Dataset entries:
┏━━
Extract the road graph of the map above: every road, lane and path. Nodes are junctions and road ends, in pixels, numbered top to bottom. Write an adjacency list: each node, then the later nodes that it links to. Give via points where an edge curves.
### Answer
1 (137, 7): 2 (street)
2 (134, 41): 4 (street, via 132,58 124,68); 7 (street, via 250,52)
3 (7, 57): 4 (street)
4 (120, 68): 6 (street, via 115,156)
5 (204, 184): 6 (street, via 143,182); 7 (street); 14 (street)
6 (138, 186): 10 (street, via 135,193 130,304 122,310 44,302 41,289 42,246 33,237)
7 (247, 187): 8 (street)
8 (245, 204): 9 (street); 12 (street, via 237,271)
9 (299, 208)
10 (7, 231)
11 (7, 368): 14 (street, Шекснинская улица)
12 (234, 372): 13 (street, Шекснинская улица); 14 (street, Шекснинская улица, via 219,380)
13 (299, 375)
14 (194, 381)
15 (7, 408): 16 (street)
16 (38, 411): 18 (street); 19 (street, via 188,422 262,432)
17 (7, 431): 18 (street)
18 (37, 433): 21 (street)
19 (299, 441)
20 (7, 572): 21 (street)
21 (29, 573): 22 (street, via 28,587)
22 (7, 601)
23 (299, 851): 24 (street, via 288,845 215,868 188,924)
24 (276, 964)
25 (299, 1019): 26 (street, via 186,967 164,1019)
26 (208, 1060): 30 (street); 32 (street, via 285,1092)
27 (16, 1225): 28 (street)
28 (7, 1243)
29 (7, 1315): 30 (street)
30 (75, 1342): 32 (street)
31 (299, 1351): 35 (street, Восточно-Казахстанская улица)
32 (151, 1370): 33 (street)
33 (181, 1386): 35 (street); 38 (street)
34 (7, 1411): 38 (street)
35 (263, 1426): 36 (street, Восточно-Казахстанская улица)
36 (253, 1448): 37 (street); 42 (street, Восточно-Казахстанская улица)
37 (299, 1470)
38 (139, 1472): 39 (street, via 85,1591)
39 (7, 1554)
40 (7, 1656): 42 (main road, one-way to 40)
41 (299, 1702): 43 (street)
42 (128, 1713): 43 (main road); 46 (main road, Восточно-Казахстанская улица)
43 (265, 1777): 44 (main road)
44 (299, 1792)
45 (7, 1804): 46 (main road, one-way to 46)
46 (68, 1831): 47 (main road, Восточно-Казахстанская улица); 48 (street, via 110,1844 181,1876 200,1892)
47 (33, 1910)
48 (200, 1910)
┗━━
§ **Task brief**
Scan the records above for the word "Казахстанская". Show each line in which it appears.

§ **Answer for the task**
31 (299, 1351): 35 (street, Восточно-Казахстанская улица)
35 (263, 1426): 36 (street, Восточно-Казахстанская улица)
36 (253, 1448): 37 (street); 42 (street, Восточно-Казахстанская улица)
42 (128, 1713): 43 (main road); 46 (main road, Восточно-Казахстанская улица)
46 (68, 1831): 47 (main road, Восточно-Казахстанская улица); 48 (street, via 110,1844 181,1876 200,1892)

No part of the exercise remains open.